» **ACTIVITY**: Each line in the entries below that holds the word "MÜHLFELD" belongs in the answer.

[RECORDS PROVIDED Boundary: Start]

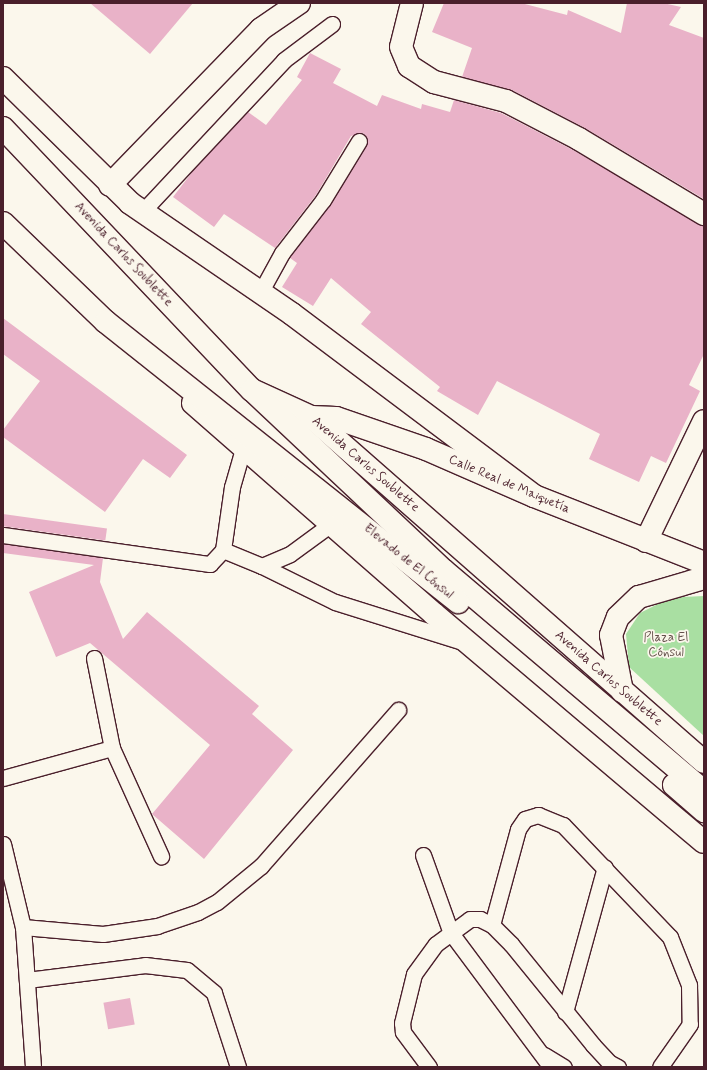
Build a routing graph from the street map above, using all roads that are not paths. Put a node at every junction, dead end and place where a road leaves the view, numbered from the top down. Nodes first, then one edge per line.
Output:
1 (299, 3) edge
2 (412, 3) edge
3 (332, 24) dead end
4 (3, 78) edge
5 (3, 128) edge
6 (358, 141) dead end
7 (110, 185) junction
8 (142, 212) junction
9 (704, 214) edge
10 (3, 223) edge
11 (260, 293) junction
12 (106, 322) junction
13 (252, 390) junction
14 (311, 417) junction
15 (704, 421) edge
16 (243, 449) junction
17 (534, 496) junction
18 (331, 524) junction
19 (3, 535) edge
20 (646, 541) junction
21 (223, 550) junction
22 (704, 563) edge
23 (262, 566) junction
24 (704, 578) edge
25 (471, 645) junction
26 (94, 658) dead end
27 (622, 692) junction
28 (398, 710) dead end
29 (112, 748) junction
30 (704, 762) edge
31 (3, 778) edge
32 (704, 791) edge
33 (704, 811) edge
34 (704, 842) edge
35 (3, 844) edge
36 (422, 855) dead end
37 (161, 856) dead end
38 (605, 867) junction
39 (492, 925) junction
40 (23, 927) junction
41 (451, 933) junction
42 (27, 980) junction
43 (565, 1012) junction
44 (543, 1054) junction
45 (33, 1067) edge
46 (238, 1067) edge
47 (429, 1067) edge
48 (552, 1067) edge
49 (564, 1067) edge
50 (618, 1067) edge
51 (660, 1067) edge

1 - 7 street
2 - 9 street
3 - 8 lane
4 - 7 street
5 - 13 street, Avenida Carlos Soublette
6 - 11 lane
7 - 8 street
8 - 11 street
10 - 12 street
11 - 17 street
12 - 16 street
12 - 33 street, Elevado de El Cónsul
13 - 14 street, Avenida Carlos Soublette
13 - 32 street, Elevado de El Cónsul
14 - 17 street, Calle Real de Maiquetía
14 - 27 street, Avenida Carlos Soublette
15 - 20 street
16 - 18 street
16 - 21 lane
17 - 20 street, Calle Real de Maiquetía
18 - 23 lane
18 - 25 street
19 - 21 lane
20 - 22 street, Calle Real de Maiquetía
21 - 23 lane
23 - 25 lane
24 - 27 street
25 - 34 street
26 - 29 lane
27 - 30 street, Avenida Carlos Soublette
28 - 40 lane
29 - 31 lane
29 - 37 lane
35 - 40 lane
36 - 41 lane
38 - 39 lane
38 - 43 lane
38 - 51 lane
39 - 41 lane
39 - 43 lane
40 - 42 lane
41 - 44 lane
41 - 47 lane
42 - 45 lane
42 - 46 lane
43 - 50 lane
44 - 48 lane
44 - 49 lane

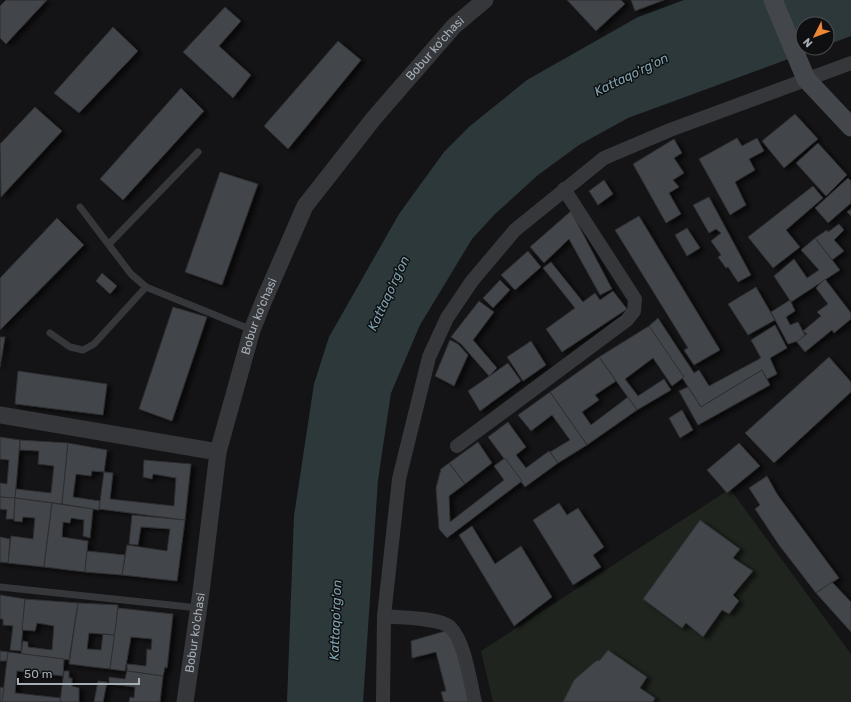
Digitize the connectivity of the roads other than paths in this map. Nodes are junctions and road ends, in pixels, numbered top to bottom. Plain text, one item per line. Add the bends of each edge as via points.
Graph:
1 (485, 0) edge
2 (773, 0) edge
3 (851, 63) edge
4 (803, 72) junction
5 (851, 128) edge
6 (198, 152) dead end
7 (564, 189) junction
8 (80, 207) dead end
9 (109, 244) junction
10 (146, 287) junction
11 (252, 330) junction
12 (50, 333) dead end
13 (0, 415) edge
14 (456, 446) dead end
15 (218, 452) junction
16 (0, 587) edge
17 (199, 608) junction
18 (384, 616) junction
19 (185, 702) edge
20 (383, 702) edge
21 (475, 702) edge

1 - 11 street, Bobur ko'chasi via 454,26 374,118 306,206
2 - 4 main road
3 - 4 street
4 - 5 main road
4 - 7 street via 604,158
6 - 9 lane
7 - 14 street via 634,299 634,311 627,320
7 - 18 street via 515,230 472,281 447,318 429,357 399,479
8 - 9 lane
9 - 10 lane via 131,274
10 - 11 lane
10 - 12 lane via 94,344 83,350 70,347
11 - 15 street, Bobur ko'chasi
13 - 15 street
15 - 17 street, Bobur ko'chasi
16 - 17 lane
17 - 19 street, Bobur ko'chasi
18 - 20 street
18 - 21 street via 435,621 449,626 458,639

[RECORDS PROVIDED Boundary: End]
[RECORDS PROVIDED Boundary: Start]

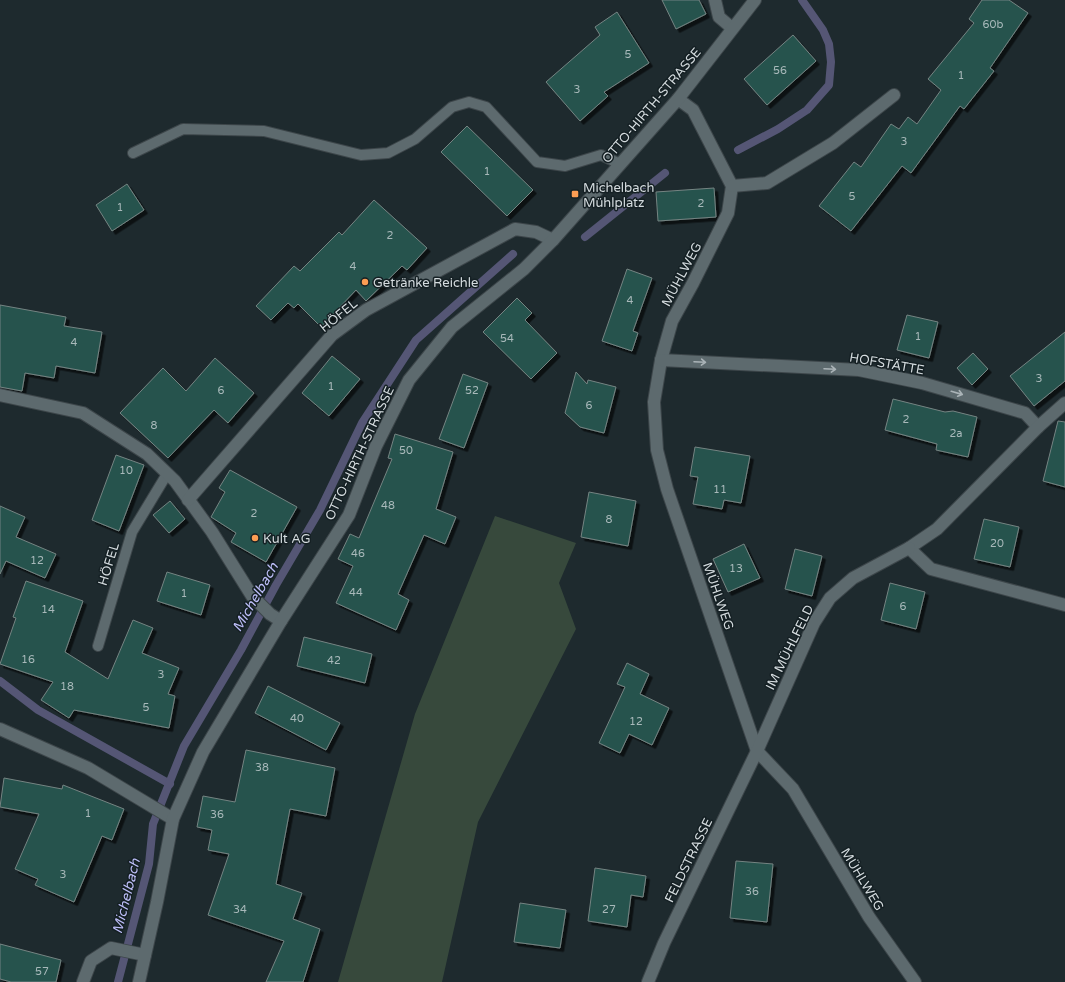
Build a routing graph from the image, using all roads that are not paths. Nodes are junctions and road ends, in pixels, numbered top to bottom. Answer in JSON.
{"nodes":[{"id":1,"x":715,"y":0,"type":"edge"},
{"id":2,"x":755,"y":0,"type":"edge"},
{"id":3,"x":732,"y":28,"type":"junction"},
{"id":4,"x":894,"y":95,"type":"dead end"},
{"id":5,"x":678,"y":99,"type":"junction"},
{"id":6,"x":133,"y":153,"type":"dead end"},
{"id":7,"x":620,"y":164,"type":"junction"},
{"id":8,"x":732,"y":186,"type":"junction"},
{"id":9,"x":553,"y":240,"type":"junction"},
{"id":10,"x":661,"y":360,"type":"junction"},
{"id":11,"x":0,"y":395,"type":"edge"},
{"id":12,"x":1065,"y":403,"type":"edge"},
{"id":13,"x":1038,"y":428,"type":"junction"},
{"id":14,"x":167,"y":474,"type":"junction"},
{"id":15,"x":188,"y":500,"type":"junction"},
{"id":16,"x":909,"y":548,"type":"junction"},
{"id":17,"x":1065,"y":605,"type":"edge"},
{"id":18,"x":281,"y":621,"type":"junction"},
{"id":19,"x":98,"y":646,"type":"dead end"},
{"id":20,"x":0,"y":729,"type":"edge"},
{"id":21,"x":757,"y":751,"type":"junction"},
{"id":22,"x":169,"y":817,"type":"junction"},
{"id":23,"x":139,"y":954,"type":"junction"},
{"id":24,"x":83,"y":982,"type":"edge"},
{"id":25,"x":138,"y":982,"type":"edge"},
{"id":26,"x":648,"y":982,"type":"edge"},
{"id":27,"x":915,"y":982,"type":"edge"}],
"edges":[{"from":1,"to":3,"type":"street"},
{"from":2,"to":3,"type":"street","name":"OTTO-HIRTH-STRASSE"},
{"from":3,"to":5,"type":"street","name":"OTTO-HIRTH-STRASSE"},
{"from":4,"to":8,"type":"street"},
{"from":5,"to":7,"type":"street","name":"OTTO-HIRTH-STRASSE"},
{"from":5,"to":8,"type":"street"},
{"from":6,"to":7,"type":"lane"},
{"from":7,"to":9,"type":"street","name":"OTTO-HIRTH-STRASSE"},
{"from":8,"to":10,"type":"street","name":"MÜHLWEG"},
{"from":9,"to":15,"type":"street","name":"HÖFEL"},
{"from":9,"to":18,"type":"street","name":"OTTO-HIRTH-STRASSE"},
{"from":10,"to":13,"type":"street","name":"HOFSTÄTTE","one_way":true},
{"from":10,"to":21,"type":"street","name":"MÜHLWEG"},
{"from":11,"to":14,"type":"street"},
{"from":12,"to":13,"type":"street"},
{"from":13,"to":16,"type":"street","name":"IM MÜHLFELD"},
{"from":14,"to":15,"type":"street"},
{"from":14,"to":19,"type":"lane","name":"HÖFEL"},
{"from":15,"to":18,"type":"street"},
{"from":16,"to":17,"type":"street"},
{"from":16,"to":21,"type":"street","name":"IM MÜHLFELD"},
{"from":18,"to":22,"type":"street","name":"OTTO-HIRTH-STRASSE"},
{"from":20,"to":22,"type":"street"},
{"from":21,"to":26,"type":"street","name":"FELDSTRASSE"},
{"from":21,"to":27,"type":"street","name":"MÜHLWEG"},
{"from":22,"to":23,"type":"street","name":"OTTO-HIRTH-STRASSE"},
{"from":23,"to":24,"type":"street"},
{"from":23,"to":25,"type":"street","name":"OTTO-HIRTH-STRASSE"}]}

[RECORDS PROVIDED Boundary: End]
[RECORDS PROVIDED Boundary: Start]

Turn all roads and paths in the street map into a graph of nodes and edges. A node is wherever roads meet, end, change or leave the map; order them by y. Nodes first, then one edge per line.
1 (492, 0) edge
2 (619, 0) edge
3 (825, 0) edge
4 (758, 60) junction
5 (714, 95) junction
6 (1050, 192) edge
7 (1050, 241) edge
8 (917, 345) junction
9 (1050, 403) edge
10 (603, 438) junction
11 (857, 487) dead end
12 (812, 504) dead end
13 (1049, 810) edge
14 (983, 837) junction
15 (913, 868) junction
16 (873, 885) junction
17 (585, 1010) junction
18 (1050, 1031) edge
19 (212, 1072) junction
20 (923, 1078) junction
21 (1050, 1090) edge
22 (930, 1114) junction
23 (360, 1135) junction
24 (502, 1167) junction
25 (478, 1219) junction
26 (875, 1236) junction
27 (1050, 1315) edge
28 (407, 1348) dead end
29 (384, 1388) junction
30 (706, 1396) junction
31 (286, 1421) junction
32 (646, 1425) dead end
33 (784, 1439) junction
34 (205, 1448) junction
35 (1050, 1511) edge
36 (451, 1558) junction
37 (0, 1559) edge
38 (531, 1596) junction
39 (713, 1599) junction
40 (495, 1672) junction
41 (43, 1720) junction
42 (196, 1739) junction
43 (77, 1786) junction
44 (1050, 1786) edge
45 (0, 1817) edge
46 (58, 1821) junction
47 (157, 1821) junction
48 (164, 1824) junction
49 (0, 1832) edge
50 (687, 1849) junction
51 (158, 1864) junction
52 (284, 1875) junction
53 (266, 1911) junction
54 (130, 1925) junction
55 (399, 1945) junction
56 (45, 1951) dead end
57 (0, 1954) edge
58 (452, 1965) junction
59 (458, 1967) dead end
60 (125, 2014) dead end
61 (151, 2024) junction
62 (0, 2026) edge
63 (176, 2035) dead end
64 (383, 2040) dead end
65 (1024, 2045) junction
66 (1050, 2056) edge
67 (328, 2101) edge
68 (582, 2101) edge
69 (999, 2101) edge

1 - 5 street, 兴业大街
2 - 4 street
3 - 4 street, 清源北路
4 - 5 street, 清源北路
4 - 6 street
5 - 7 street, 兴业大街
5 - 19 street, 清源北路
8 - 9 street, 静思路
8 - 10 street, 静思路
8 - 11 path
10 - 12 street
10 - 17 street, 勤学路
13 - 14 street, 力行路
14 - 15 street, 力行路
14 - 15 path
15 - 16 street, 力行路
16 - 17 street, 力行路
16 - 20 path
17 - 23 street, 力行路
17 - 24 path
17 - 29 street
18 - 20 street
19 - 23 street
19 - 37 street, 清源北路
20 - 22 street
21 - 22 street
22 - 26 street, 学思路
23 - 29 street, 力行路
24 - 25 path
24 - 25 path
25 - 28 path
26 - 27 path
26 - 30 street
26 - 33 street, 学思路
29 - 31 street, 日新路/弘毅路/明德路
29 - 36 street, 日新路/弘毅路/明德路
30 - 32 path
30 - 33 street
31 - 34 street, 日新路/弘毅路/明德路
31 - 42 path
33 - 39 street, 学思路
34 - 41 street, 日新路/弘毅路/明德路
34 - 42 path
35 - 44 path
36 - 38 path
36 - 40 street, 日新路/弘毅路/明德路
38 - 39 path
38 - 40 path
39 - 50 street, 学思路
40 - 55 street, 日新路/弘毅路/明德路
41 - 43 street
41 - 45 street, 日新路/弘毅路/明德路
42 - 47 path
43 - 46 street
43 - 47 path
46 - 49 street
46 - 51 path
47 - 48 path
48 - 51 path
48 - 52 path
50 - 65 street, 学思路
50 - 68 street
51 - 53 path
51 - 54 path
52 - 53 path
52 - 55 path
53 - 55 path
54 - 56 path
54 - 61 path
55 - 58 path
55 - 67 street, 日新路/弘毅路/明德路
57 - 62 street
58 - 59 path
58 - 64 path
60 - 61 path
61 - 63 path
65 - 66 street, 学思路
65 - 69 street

[RECORDS PROVIDED Boundary: End]

» **RESPONSE BOX**:
{"from":13,"to":16,"type":"street","name":"IM MÜHLFELD"},
{"from":16,"to":21,"type":"street","name":"IM MÜHLFELD"},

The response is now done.